The hardest thing about Mourning's struggle is the fatigue. It's not inherently dramatic, watching a large man slump down and place both hands on his knees, and he tries not to let the strain show. But there are many days and nights, during games or while doing nothing, when he feels drained. His doctors don't know why. "Is it caused by the disease or the medication?" asks Appel. "To a certain extent we're dealing with a class of one here. We simply don't have another 6'10", 260-pound world-class athlete expending this kind of energy and battling this."
The courageousness of Mourning's fight aside, the stone-cold reality is that he's not the same player he once was. Numbers (this season's averages of 15.8 points and 8.4 rebounds through Sunday were down from previous career marks of 20.9 and 10.0) tell only part of the story. Most NBA scouts give some variation on these themes: Mourning can be his old self only in spurts; he no longer "explodes to the ball" when he goes to block a shot; he rarely beats his man down the court. Mourning doesn't need to hear all this—and be prepared for a storm to darken his face if it's suggested—because he has never claimed that he is 100% back. "The last time I was at my strongest was Game 7 against the Knicks," he said, speaking of the Heat's 83-82 loss in the Eastern Conference semifinals on May 21, 2000. "It used to be that I could play four games in five nights and go 40 minutes in every one without even thinking. Now it's dropped to 32 to 35 minutes a game. But can I still be as effective in those reduced minutes as I once was? Yes, I can."

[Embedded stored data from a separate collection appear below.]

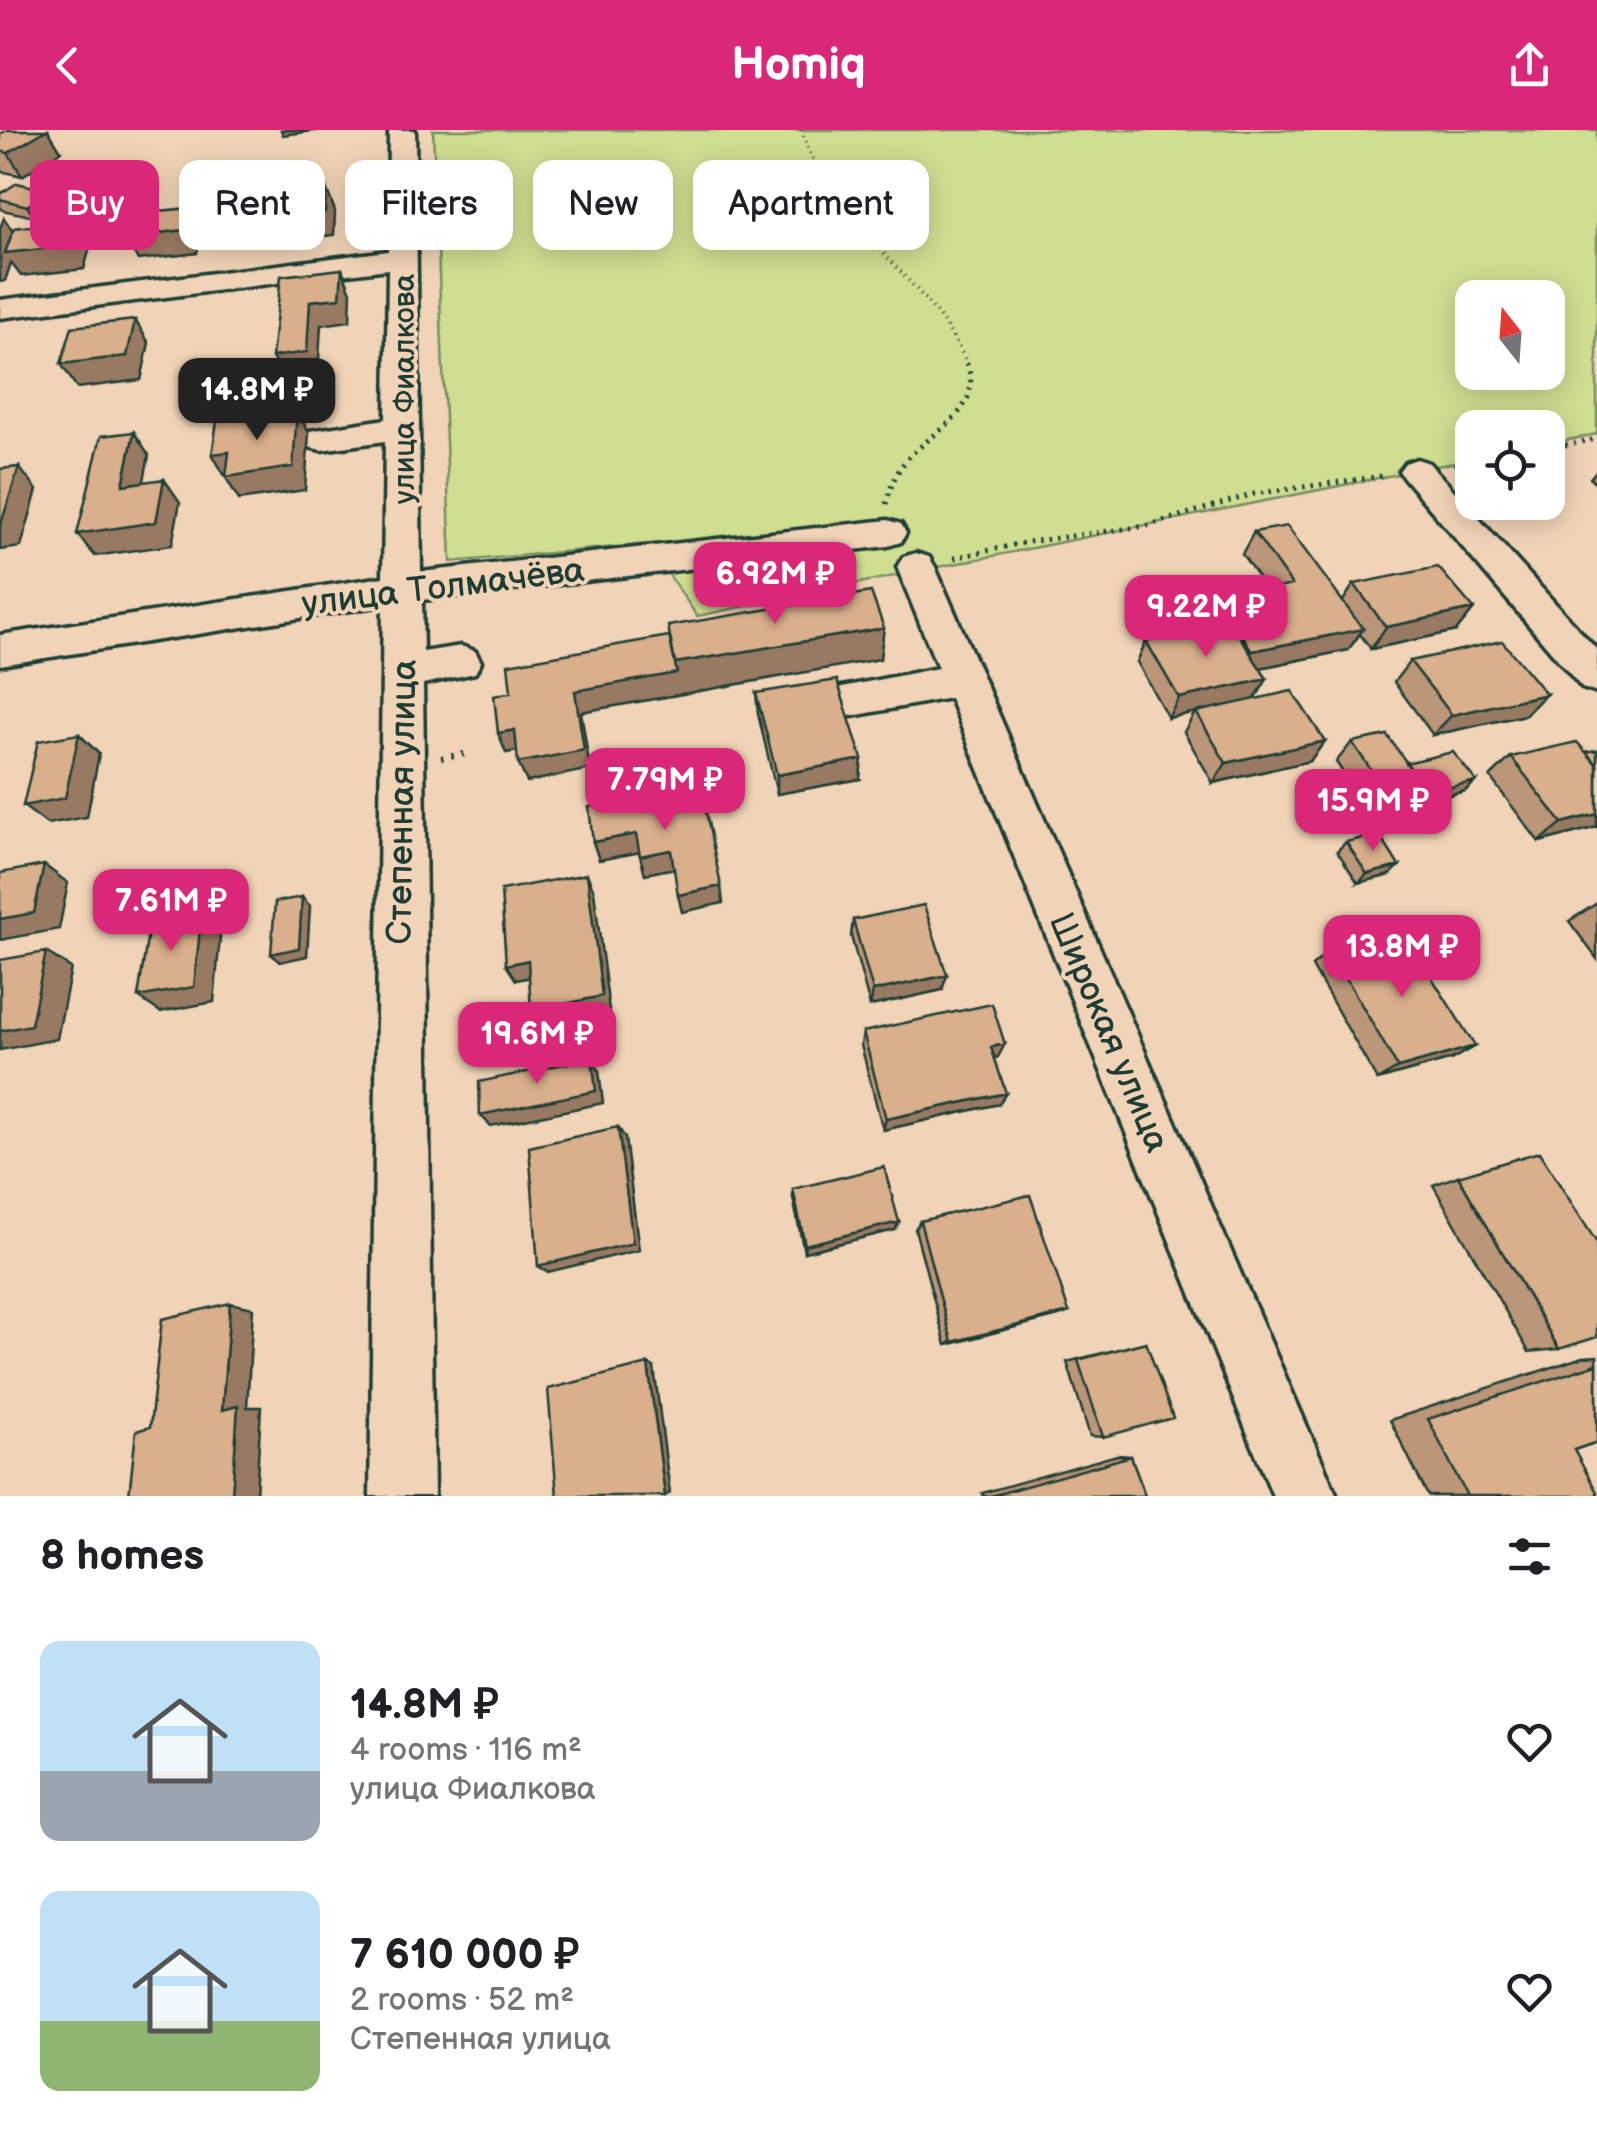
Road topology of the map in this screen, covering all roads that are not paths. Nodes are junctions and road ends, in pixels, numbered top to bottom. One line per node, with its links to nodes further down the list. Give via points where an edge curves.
1 (402, 130): 2 (street, улица Фиалкова)
2 (403, 258): 3 (street); 4 (street, улица Фиалкова)
3 (0, 309)
4 (404, 428): 5 (street); 8 (street, улица Фиалкова)
5 (320, 440)
6 (1417, 471): 12 (street)
7 (902, 550): 8 (street, улица Толмачёва); 13 (street, Широкая улица)
8 (405, 588): 9 (street, улица Толмачёва); 11 (street, Степенная улица)
9 (0, 650)
10 (461, 662): 11 (street)
11 (403, 672): 15 (street, Степенная улица)
12 (1597, 678)
13 (962, 680): 14 (street); 16 (street, Широкая улица)
14 (852, 700)
15 (402, 1496)
16 (1305, 1496)

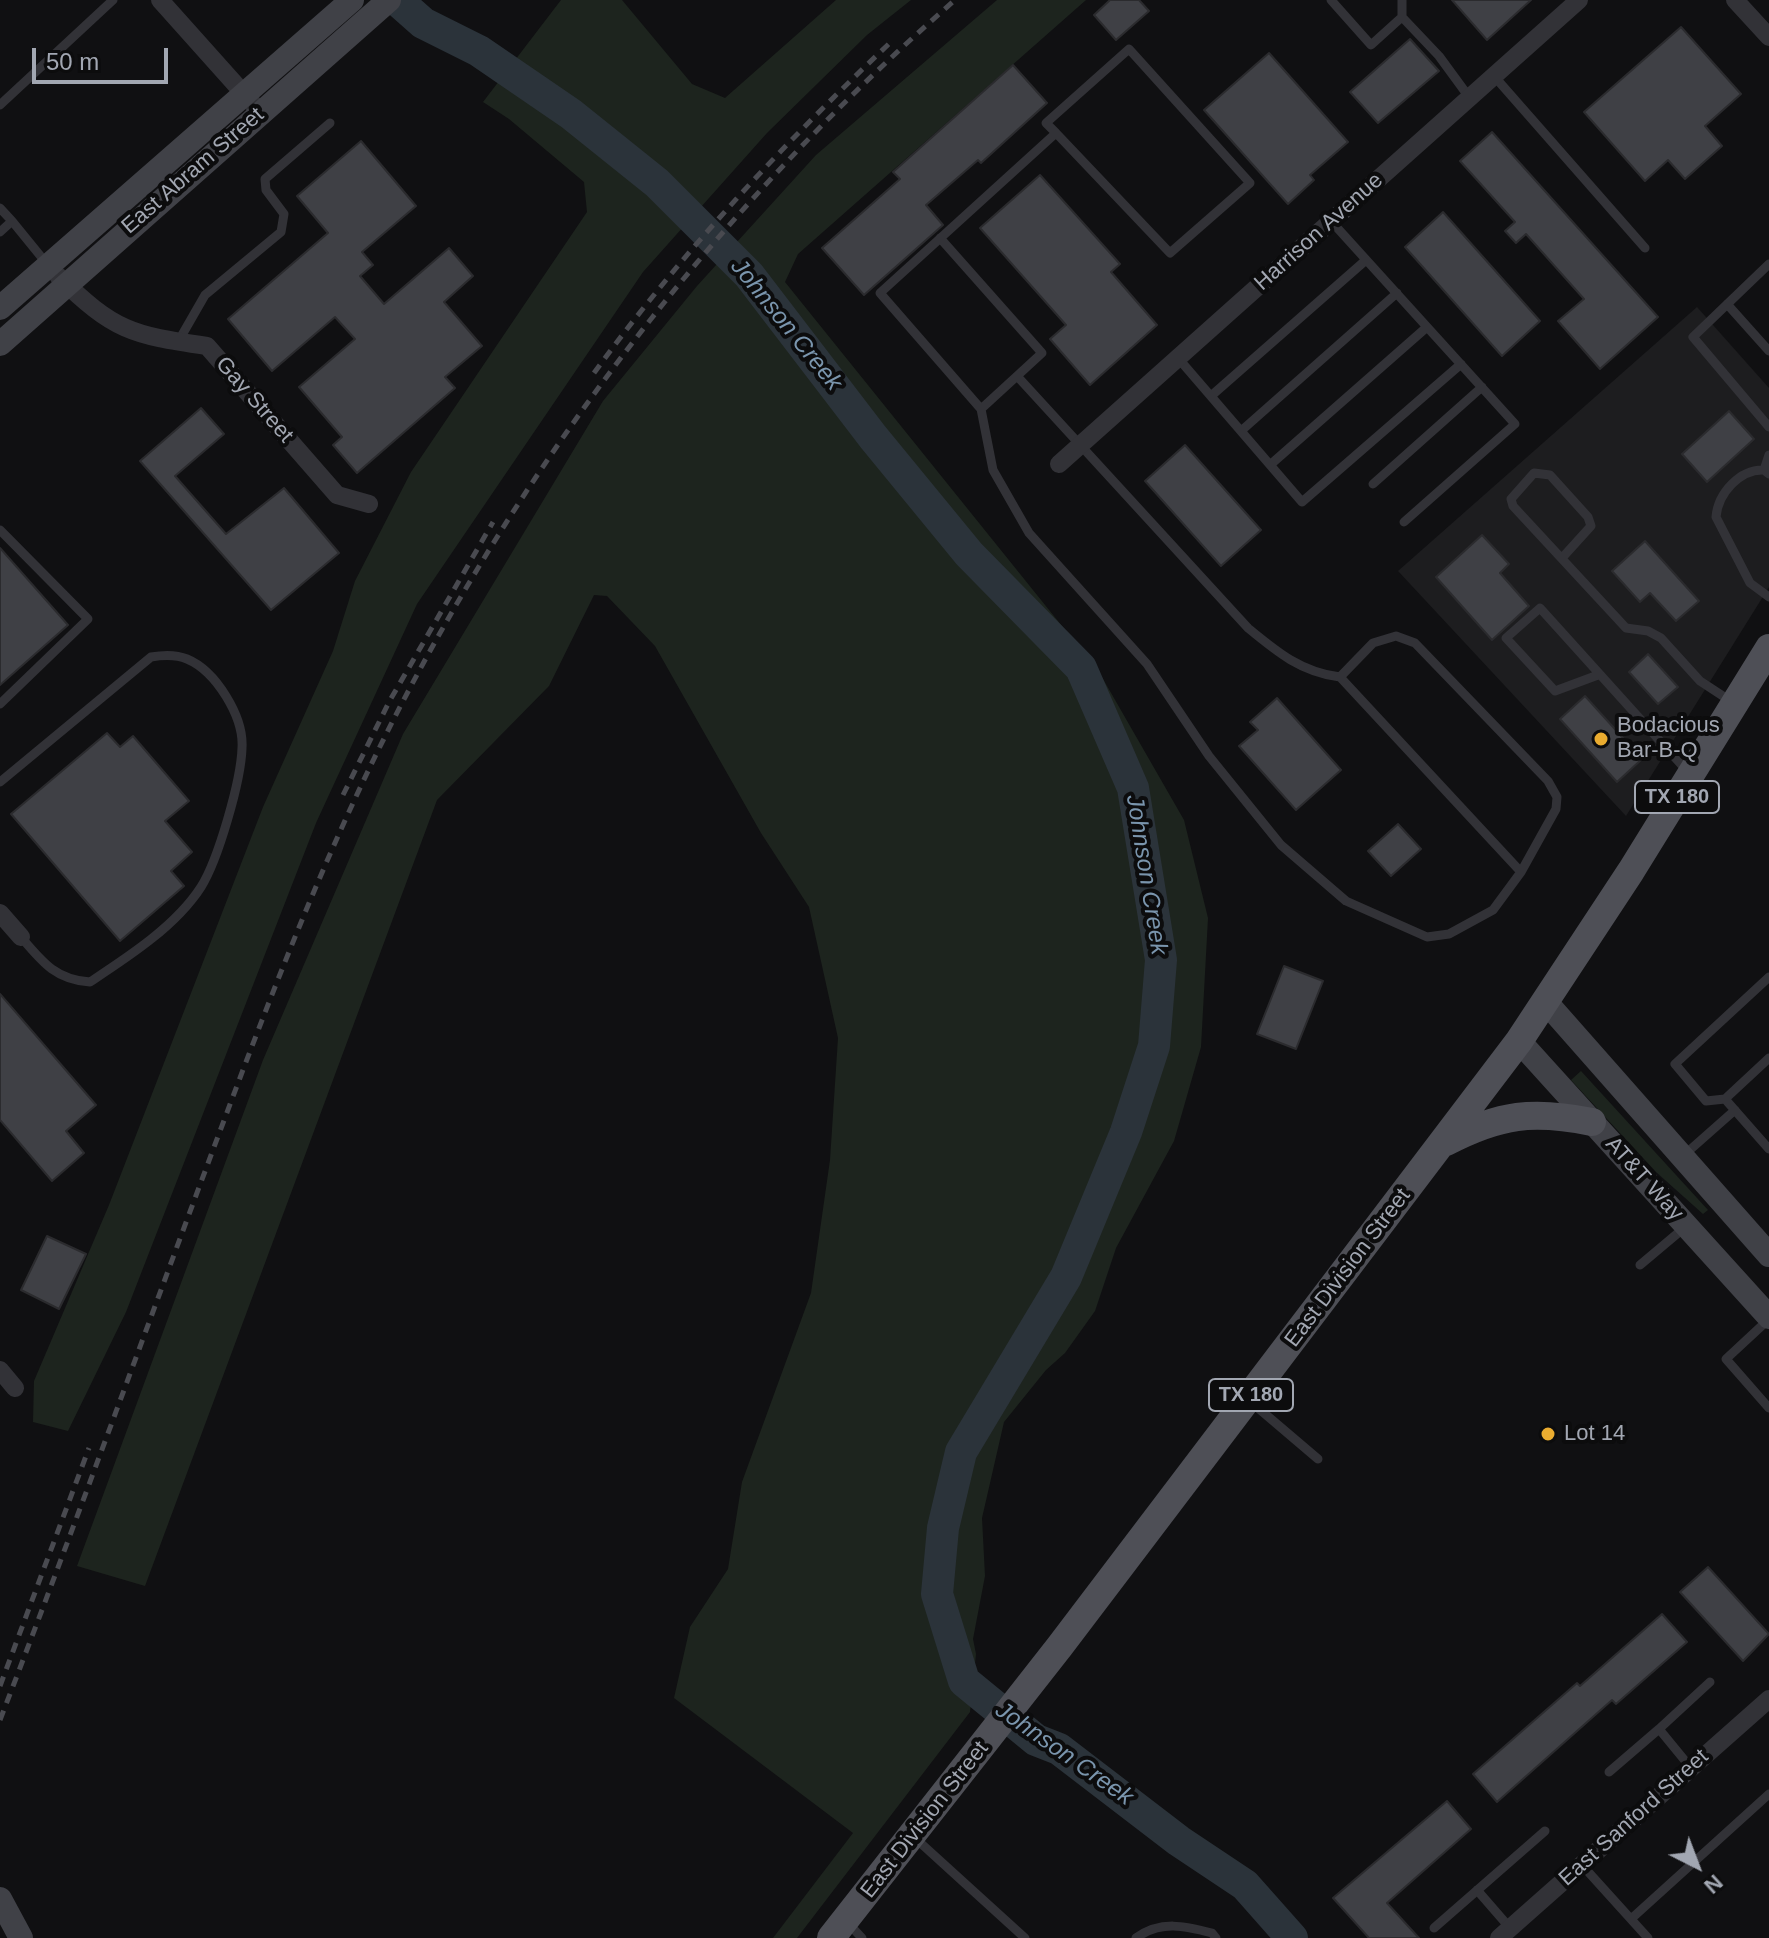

As Mourning sat glumly at his locker last Saturday, he was asked about the Heat's fading playoff prospects. His eyes darkened at the word fade. "Do you think this team is ready to quit?" he said. "Do you think I'm going to quit? You know where I'd be if I quit? Probably on dialysis or something." Well, no one in his right mind ever suggested that Mourning was going to quit. But that doesn't answer the harder question: Can he ever get back to being that feisty warrior whom the Indiana Pacers' Jermaine O'Neal calls "the old-school Alonzo Mourning"? He pondered that for a long moment.
"I'll tell you this," he said. "If there's any way it can be done, I'm going to do it." There is no reason to doubt that.